Autre facteur amené par le digital : la personnalisation. Il s’agit ici de prendre en compte le profil de l’employé, son niveau de maturité digitale (est-ce un novice ou un expert ?) afin d’adapter la formation à l’utilisateur. Il est par exemple inutile d’expliquer à un ” digital native ” comment faire un ” post ” sur un réseau social. On peut par contre lui expliquer quelle nature d’information il doit y mettre.
Ces tendances fortes se matérialisent aujourd’hui par l’apparition d’assistants digitaux ou virtuels, de plus en plus nombreux, sous forme de chatbots ou de programmes automatisés, embarquant une intelligence plus ou moins artificielle. Leur job ? Rendre la vie plus facile en exécutant ou en apportant de l’assistance le plus rapidement possible, et de manière personnalisée. Dans ce cadre, la formation devient bien obsolète ou plus exactement elle se fond dans le fonctionnement de l’assistant ou de l’application. C’est d’ailleurs déjà le cas pour les applications mobiles d’entreprise, car avoir une formation pour ce type d’application, c’est avouer qu’elle n’est pas simple et utilisable.

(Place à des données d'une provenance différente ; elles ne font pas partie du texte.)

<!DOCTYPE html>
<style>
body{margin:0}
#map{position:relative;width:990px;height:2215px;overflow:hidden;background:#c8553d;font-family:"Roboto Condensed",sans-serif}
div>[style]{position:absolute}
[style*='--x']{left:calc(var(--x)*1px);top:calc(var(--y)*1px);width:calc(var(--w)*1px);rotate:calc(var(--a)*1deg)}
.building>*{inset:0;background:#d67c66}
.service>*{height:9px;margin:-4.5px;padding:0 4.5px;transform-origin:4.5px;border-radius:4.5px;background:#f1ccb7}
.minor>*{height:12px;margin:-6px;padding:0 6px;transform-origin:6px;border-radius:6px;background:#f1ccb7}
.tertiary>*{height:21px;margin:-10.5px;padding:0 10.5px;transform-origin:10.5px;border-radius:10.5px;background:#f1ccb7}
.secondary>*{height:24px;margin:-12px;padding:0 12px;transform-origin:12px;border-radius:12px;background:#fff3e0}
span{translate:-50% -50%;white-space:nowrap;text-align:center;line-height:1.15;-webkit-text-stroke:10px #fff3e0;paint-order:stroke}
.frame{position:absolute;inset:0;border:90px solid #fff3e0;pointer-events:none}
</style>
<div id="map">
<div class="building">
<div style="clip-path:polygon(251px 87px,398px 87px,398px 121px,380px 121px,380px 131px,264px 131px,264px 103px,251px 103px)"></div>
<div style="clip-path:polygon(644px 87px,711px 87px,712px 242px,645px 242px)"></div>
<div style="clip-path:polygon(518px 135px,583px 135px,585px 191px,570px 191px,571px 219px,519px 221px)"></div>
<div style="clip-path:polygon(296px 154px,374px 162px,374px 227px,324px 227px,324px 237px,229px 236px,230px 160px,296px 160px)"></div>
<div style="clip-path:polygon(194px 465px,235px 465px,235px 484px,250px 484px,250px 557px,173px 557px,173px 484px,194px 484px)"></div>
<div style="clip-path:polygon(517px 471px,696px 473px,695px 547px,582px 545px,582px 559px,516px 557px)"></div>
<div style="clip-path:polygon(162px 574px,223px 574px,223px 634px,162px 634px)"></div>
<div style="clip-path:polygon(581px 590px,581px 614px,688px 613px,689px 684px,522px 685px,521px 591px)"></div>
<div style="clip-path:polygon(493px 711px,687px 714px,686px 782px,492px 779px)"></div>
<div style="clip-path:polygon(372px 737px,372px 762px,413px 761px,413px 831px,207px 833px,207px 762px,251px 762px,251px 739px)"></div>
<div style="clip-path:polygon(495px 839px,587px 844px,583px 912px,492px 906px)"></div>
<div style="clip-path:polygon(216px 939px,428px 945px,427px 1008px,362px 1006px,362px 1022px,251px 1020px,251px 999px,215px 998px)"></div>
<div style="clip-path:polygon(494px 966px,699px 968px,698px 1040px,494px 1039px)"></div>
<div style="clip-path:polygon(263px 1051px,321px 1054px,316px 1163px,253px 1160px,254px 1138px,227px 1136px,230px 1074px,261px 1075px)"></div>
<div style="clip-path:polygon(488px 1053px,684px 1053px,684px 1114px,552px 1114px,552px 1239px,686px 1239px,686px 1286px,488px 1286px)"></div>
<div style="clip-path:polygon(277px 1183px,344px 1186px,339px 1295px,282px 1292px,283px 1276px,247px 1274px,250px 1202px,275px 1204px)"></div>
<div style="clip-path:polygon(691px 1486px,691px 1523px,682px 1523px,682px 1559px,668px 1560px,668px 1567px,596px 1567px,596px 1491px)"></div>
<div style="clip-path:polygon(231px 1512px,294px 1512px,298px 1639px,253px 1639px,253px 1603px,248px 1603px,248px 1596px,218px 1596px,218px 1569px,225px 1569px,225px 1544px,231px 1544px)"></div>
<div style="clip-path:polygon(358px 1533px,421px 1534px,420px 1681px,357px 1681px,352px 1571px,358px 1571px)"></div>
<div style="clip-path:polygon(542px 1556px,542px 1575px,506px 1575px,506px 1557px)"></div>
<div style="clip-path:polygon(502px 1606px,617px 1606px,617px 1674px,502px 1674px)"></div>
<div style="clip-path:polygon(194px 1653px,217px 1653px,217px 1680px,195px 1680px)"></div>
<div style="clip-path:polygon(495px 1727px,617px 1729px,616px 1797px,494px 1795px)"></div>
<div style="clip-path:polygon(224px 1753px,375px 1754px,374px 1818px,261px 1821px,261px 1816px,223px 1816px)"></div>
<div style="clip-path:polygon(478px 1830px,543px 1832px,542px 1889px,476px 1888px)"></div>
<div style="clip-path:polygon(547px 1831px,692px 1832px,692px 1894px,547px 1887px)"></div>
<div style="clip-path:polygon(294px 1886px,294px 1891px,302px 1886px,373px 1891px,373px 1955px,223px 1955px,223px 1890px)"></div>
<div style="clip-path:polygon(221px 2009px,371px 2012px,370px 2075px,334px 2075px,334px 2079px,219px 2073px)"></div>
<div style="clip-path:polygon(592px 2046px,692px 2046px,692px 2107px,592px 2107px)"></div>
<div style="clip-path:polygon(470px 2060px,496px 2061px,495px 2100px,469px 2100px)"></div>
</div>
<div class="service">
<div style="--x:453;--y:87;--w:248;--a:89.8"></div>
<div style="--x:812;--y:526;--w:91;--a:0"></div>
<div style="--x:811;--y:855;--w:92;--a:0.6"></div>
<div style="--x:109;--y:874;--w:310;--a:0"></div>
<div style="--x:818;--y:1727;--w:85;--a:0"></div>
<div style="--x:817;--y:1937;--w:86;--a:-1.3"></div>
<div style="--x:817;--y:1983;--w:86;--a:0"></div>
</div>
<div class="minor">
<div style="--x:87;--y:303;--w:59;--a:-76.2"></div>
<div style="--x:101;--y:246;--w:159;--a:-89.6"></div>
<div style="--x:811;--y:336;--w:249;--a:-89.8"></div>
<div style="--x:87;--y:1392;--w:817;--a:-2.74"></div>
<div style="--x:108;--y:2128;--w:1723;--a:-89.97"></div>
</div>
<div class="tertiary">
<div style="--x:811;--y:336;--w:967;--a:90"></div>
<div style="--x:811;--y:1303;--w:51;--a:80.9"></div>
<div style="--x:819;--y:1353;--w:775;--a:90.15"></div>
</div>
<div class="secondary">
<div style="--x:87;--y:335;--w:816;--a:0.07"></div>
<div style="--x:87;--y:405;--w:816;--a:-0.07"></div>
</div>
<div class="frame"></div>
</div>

La formation informatique / digitale doit donc se fondre elle-même dans ces nouveaux outils digitaux. Pour reprendre l’exemple des applications mobiles, peut-être faut-il s’inspirer des applications de jeux qui embarquent au sein même de leur fonctionnement des moyens de mettre à l’étrier l’utilisateur et de maintenir son intérêt (didacticiels embarqués, système de points et badges). Tout ceci au bon moment, quand il en a besoin.